> _Work request_:
Reduce the material below to its lines containing "check".

__________

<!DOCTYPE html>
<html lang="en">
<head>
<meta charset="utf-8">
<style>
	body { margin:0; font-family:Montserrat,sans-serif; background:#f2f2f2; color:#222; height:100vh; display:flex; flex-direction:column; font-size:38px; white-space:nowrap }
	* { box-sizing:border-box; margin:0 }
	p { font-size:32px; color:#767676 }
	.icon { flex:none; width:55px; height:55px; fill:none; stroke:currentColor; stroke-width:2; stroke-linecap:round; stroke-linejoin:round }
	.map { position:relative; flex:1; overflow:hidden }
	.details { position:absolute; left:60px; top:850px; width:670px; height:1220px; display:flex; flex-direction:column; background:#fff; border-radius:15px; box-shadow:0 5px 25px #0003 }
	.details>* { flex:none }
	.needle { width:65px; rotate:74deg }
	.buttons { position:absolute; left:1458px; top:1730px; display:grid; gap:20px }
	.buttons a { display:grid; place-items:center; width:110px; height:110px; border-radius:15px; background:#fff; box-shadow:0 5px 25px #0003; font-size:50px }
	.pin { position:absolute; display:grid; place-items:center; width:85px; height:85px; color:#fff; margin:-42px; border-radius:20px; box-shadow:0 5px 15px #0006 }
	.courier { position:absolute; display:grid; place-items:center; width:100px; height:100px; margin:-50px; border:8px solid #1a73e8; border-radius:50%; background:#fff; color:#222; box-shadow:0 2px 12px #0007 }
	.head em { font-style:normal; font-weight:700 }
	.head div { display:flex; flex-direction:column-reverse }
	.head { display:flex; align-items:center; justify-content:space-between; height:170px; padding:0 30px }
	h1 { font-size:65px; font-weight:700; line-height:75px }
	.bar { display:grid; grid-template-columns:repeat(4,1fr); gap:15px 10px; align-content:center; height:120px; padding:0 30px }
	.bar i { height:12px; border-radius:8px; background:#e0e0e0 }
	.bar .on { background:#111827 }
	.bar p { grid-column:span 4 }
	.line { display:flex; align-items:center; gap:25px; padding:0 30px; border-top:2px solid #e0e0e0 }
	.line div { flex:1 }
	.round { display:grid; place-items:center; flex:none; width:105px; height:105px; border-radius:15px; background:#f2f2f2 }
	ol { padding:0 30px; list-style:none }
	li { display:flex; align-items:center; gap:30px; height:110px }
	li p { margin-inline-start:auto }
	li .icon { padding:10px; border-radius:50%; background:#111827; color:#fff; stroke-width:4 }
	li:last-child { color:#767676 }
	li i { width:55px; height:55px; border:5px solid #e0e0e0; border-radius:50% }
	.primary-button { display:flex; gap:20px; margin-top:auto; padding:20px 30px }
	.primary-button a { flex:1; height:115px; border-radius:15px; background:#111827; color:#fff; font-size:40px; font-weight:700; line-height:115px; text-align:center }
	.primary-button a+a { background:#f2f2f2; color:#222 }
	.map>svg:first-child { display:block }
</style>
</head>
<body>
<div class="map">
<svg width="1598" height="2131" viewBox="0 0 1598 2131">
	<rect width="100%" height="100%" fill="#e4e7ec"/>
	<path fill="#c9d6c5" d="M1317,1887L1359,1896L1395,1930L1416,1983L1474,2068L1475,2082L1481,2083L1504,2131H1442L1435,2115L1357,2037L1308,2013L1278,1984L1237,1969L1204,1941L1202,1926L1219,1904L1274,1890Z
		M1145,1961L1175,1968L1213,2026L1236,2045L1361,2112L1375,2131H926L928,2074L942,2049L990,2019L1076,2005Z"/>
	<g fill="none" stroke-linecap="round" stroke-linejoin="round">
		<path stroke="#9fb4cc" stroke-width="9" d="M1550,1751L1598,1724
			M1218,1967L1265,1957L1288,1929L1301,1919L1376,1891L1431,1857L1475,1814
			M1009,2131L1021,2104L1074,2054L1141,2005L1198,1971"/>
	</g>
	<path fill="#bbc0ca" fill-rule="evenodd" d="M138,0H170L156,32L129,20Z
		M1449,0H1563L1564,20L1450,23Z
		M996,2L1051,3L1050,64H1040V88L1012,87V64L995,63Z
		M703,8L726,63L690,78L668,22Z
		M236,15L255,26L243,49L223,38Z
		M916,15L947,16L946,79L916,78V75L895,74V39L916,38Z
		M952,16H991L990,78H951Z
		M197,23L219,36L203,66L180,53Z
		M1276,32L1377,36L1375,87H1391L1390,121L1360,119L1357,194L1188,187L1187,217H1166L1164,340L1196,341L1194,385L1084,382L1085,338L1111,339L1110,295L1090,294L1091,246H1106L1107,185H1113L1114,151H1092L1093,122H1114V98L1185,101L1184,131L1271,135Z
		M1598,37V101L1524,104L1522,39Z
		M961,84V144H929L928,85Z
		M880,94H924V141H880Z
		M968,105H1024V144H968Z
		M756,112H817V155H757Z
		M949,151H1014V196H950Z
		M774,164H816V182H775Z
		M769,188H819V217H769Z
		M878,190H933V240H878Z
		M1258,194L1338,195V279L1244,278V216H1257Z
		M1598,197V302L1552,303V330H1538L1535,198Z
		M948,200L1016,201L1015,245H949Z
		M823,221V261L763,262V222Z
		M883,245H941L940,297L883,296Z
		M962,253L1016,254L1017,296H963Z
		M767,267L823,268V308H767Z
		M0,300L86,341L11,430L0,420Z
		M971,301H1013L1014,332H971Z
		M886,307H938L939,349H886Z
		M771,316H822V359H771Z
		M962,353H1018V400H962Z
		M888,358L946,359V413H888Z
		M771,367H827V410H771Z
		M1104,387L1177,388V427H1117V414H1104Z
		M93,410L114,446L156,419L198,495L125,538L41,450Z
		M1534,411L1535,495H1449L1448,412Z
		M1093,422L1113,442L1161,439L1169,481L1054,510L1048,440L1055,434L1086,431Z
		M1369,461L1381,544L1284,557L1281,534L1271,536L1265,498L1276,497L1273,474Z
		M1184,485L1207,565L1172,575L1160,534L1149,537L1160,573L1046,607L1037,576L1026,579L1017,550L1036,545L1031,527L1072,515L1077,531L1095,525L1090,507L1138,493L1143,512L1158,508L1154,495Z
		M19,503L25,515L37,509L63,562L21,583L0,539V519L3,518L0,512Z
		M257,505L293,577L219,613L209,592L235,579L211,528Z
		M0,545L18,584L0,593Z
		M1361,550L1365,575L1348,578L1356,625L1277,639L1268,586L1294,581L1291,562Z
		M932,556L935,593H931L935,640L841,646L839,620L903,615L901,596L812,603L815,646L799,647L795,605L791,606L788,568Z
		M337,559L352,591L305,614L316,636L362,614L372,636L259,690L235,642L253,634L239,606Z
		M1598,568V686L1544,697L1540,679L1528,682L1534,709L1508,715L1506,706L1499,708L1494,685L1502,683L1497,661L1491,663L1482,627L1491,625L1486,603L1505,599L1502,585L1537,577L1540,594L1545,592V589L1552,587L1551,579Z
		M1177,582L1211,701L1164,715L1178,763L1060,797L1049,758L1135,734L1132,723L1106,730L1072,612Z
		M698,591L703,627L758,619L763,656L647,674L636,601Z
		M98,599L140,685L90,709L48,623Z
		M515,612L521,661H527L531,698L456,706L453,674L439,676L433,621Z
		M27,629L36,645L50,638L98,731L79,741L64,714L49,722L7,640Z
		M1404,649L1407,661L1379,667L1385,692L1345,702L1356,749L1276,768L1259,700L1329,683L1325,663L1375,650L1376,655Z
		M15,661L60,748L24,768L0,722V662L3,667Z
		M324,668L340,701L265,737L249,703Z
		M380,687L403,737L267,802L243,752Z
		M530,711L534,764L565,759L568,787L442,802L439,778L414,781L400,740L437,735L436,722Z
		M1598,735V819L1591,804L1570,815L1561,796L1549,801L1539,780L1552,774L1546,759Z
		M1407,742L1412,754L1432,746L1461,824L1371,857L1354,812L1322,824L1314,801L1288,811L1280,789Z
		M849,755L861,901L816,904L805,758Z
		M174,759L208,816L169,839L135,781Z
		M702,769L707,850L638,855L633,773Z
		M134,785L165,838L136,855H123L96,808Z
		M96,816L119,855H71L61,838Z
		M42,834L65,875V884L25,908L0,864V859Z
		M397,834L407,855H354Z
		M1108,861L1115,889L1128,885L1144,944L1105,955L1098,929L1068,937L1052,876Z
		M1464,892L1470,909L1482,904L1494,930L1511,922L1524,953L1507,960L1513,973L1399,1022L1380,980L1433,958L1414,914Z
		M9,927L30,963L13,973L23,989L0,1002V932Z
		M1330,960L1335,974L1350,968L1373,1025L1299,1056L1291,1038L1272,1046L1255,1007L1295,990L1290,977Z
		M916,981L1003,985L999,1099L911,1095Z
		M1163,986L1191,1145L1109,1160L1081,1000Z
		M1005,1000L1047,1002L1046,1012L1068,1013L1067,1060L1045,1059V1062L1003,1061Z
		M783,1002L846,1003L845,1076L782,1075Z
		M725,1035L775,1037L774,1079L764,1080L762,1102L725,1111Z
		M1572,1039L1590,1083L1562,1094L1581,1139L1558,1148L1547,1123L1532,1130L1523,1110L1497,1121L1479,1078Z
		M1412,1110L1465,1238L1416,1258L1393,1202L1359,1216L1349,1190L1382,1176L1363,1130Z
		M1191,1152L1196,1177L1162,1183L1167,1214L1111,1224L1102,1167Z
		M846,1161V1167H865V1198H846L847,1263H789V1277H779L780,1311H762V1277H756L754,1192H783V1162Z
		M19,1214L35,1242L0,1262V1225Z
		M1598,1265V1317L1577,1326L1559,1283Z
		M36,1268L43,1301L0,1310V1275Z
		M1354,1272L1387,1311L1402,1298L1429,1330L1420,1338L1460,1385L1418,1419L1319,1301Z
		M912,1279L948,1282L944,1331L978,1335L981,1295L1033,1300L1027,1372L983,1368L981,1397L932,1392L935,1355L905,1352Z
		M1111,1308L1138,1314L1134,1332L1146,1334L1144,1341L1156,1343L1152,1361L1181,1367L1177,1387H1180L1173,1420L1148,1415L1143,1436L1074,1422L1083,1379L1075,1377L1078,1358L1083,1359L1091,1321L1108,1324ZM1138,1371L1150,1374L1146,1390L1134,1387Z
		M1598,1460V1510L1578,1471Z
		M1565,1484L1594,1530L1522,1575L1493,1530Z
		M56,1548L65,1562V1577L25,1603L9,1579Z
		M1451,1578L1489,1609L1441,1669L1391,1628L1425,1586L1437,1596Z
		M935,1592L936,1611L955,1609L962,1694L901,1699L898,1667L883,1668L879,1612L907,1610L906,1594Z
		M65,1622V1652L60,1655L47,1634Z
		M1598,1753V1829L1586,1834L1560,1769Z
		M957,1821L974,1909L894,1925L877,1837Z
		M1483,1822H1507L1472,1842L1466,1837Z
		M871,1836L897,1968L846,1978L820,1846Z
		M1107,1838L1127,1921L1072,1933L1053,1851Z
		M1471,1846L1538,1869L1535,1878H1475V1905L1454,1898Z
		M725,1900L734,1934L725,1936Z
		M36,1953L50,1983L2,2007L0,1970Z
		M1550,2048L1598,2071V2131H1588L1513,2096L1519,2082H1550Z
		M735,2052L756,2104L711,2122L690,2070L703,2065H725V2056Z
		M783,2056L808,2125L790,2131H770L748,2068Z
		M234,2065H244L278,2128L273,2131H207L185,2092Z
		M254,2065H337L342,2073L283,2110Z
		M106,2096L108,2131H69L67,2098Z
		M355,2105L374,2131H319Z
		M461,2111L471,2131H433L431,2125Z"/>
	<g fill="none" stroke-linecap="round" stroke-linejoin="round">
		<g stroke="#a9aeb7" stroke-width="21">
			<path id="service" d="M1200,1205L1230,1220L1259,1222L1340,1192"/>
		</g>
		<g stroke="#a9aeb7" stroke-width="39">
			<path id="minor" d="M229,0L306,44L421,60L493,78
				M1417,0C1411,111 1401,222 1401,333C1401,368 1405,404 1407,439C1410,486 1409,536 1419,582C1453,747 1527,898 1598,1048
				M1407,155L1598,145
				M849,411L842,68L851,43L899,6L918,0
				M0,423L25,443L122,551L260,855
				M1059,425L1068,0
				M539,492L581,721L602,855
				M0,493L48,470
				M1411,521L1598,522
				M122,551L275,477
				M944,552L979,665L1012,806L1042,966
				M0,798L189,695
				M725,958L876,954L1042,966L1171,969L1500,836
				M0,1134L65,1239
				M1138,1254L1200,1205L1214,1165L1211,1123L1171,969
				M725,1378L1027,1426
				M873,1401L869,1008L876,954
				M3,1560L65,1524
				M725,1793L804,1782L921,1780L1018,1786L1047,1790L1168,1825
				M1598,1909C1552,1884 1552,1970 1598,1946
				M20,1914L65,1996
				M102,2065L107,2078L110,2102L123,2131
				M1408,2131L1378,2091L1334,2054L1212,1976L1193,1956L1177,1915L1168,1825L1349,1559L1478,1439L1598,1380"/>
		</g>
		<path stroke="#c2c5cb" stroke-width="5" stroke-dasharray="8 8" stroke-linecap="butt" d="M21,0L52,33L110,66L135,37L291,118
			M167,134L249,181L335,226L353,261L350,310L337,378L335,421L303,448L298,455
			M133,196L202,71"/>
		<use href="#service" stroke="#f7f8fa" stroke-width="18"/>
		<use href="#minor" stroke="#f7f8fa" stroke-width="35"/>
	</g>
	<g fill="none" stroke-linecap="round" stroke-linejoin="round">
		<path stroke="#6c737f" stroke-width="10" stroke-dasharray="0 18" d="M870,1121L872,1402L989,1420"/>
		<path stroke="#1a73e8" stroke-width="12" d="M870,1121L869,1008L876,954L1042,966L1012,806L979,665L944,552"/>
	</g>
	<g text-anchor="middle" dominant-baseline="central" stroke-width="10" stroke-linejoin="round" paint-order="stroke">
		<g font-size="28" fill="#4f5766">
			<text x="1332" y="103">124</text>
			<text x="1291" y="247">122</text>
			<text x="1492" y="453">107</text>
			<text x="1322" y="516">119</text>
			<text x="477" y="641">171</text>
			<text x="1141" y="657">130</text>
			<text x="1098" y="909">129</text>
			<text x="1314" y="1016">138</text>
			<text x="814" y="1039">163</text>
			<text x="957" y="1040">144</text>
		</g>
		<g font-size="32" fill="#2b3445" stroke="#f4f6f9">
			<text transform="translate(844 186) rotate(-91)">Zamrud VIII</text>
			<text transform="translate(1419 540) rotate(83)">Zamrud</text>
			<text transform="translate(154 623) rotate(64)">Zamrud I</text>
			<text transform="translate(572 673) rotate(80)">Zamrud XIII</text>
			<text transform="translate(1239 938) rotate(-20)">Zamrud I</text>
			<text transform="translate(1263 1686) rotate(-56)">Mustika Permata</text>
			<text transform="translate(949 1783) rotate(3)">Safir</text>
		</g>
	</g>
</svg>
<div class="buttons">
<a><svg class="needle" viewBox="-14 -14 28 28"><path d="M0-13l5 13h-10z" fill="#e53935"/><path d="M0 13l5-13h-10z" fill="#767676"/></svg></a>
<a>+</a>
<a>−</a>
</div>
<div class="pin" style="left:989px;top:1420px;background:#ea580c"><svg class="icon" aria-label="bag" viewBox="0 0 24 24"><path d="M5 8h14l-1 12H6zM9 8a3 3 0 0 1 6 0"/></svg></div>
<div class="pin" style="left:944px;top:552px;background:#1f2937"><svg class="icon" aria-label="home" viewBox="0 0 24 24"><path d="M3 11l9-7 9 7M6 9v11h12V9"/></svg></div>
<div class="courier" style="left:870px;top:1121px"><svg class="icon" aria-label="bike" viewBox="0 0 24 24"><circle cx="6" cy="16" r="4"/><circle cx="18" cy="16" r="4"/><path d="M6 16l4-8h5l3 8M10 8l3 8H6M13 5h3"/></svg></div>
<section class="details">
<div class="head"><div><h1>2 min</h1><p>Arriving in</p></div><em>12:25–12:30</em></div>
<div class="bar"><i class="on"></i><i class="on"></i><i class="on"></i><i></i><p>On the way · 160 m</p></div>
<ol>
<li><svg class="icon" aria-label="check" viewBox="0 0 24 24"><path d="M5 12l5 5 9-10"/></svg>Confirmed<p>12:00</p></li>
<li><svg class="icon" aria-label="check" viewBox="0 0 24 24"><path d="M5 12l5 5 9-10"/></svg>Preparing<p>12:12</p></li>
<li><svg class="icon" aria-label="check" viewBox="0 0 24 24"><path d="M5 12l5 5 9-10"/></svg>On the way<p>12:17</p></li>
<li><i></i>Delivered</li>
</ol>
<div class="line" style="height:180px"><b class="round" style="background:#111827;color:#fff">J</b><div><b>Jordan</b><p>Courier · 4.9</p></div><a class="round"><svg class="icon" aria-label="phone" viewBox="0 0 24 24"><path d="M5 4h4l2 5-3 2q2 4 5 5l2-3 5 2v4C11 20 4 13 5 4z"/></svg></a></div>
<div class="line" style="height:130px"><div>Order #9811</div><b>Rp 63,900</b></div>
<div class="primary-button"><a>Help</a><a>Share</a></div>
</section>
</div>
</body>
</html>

__________

> _Answer to this exercise_:
<li><svg class="icon" aria-label="check" viewBox="0 0 24 24"><path d="M5 12l5 5 9-10"/></svg>Confirmed<p>12:00</p></li>
<li><svg class="icon" aria-label="check" viewBox="0 0 24 24"><path d="M5 12l5 5 9-10"/></svg>Preparing<p>12:12</p></li>
<li><svg class="icon" aria-label="check" viewBox="0 0 24 24"><path d="M5 12l5 5 9-10"/></svg>On the way<p>12:17</p></li>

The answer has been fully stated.